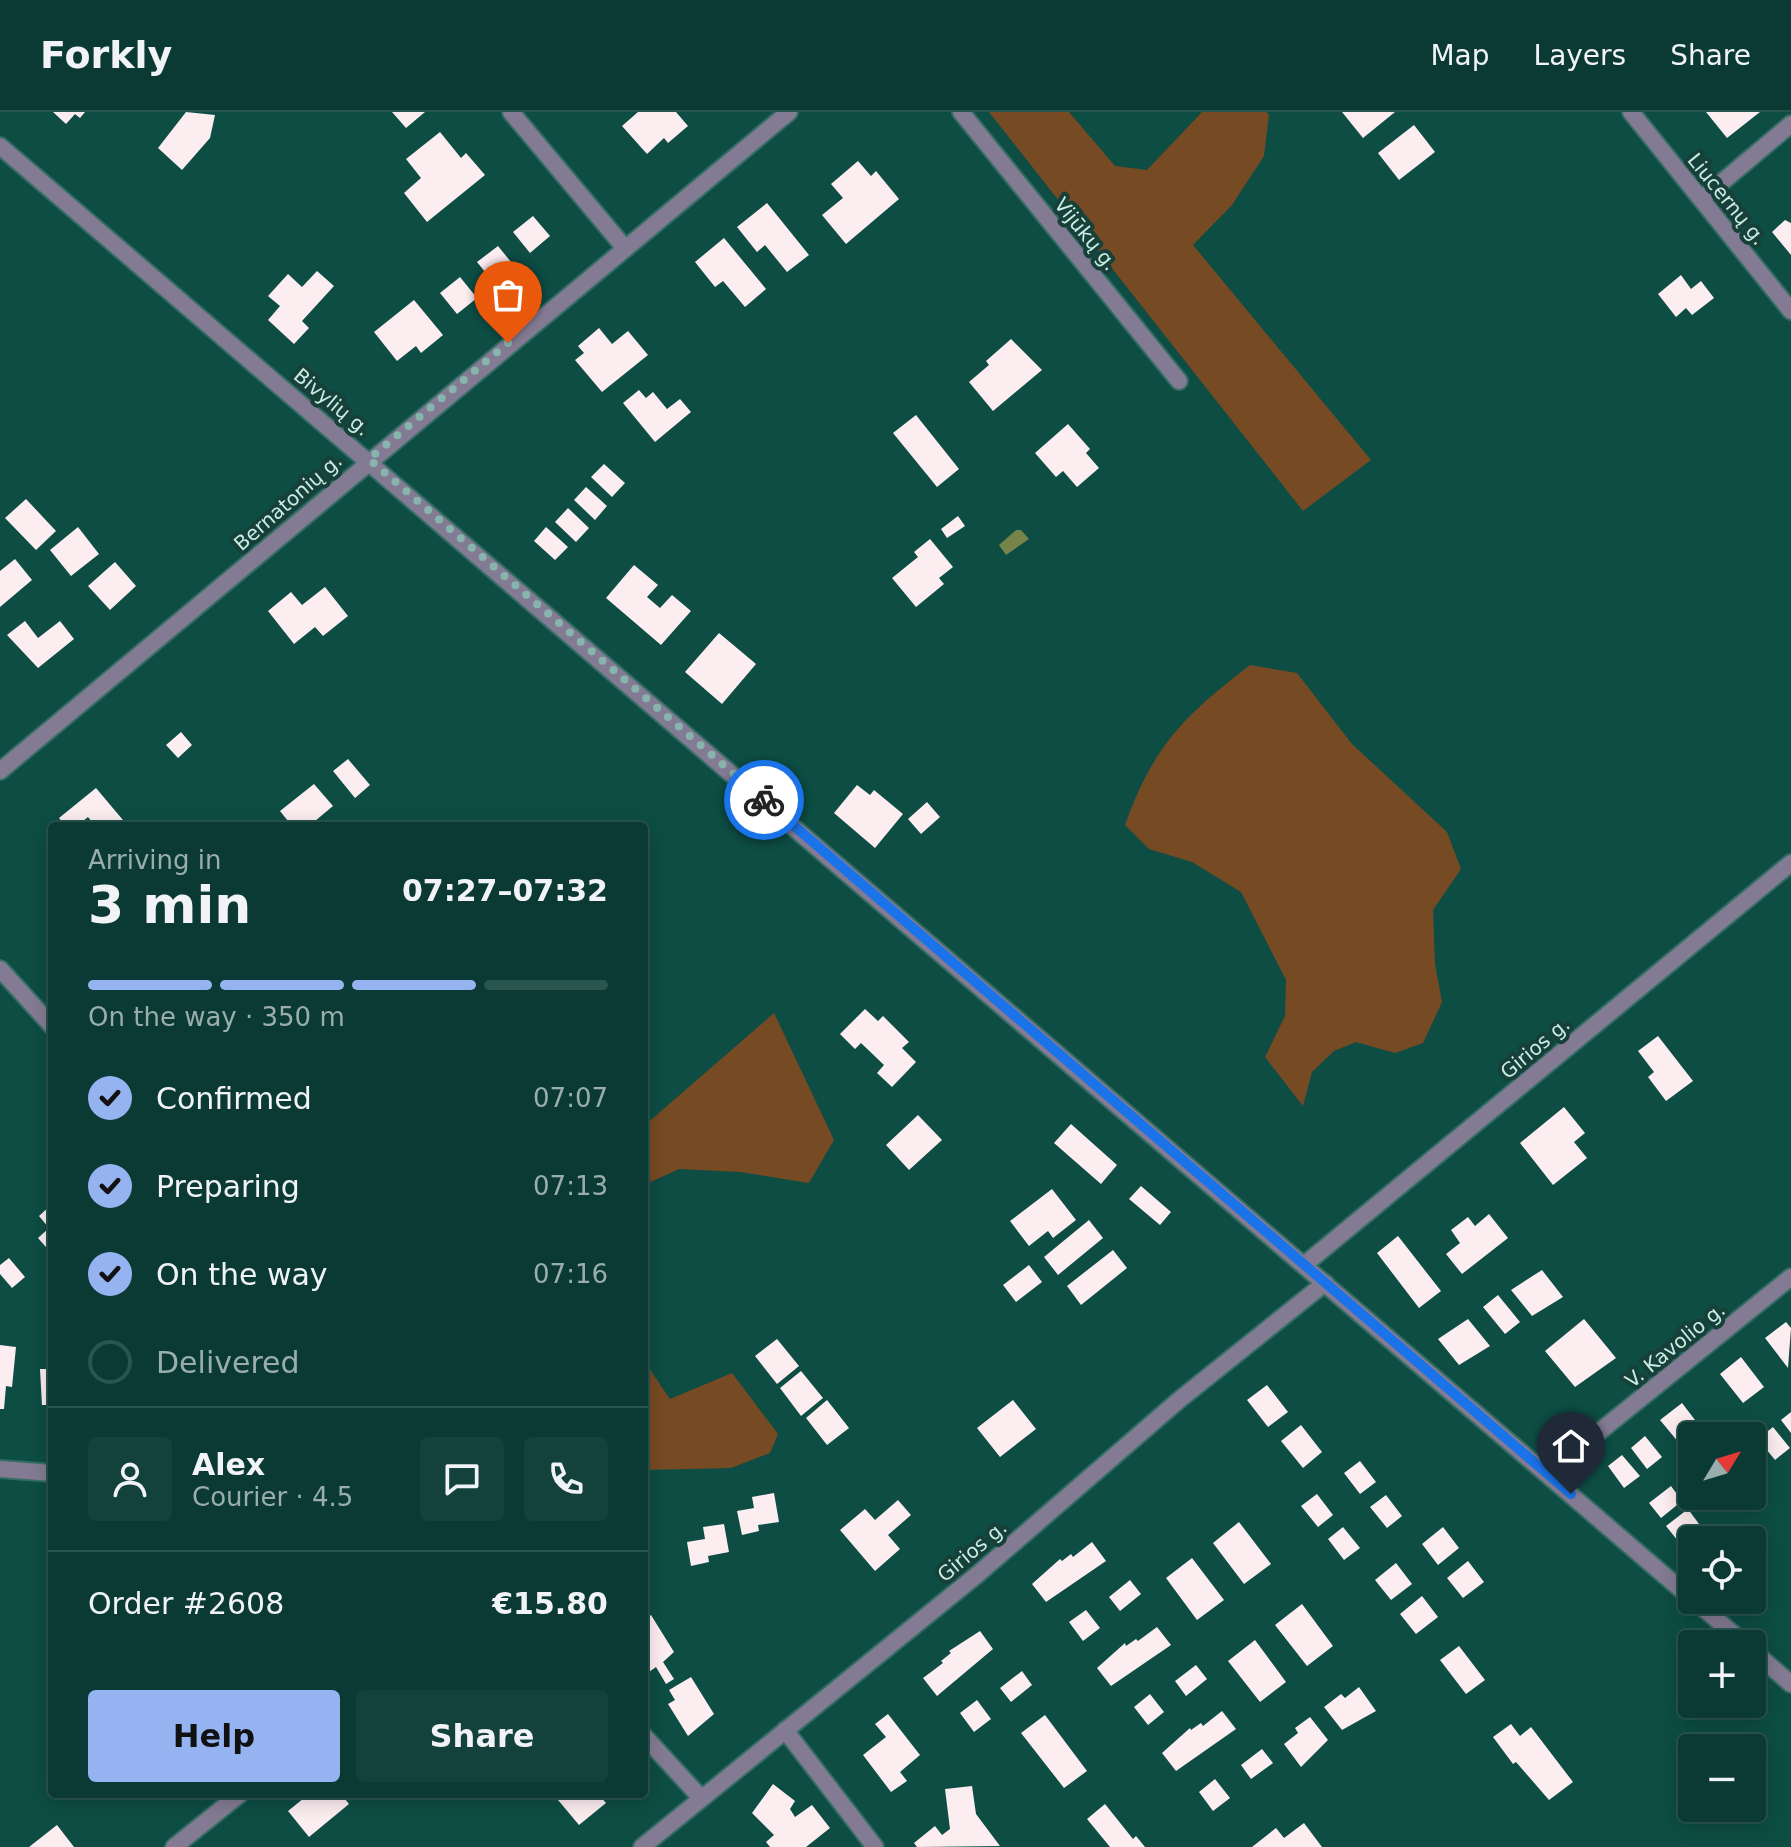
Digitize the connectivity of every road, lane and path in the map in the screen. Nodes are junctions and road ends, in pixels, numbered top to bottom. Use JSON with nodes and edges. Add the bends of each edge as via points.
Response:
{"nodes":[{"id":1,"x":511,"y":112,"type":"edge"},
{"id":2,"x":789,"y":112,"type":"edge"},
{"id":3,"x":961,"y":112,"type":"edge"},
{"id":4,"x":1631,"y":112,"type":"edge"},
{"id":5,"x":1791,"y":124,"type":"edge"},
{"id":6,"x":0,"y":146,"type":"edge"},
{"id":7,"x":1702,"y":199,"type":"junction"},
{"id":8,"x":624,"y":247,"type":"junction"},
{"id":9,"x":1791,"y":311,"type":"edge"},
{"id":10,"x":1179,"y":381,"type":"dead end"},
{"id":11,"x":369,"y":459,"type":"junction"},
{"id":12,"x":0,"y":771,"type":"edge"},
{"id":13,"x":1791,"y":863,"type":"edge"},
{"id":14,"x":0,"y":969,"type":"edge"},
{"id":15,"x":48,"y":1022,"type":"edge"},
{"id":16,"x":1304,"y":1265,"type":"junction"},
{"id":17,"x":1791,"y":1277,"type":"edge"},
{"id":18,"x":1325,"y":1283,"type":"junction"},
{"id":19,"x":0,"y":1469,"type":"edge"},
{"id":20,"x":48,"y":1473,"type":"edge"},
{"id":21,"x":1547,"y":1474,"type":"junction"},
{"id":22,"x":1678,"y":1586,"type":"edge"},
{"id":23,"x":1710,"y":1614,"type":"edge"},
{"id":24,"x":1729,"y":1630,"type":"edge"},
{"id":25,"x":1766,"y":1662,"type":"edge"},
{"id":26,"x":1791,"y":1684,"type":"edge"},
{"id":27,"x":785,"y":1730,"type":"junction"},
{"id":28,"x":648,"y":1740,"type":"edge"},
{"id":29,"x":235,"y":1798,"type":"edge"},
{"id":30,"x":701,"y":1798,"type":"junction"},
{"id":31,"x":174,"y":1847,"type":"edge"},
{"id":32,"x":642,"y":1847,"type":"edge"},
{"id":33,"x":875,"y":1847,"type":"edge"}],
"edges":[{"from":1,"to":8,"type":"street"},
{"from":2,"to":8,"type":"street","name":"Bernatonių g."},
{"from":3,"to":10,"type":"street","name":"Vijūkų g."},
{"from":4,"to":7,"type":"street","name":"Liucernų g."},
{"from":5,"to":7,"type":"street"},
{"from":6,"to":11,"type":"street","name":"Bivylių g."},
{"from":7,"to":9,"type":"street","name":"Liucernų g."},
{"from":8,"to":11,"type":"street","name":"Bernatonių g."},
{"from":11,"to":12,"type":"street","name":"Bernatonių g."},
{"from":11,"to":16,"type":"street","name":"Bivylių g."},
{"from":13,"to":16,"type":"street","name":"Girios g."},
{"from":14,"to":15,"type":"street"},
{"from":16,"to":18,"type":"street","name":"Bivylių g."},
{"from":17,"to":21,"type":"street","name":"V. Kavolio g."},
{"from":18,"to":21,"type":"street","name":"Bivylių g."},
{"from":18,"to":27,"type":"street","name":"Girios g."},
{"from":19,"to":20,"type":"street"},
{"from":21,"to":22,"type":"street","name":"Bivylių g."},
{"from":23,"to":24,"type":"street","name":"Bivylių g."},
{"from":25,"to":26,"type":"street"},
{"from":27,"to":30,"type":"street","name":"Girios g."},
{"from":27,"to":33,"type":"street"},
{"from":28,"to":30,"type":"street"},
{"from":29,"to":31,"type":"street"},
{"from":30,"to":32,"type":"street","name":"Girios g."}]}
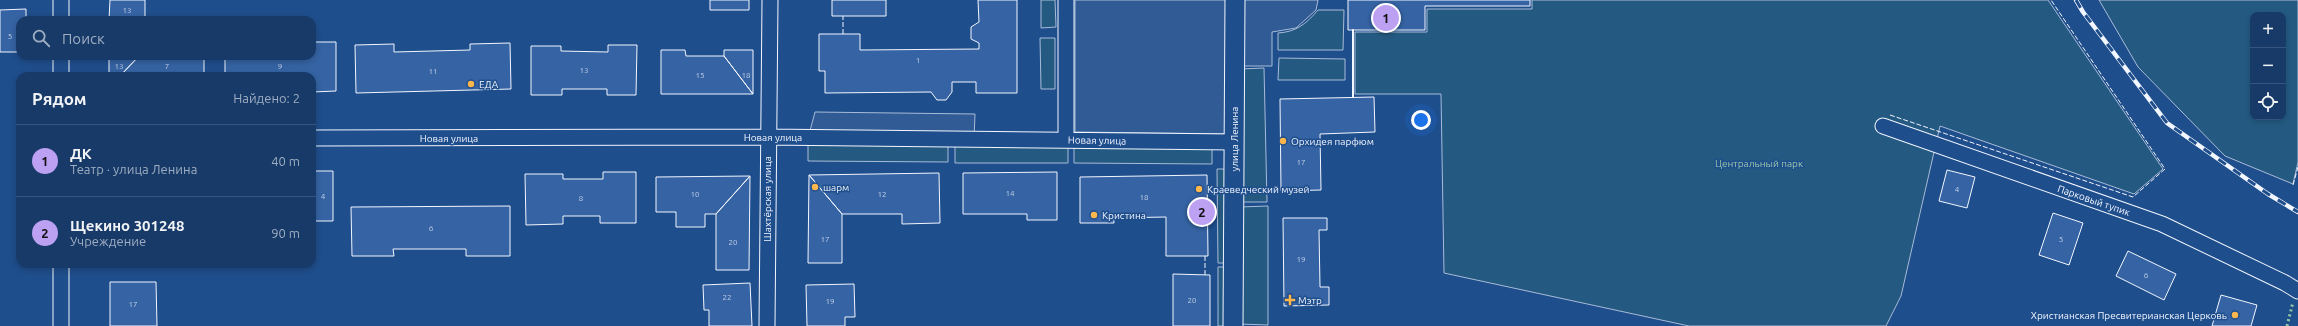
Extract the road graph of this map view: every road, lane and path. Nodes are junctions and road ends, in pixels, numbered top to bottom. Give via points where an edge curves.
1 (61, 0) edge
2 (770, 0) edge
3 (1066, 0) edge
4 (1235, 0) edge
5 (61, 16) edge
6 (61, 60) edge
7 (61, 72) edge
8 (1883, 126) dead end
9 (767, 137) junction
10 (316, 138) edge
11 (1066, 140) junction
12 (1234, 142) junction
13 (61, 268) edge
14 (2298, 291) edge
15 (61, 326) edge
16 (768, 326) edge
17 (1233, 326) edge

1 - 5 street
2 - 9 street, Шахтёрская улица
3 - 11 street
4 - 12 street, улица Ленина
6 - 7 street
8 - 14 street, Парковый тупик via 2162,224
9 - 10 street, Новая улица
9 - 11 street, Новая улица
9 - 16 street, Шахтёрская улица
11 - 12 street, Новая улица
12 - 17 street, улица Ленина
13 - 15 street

______

Task requirements: Find the lines above that contain the word "Шахтёрская" and collect them.

Answer to the problem:
2 - 9 street, Шахтёрская улица
9 - 16 street, Шахтёрская улица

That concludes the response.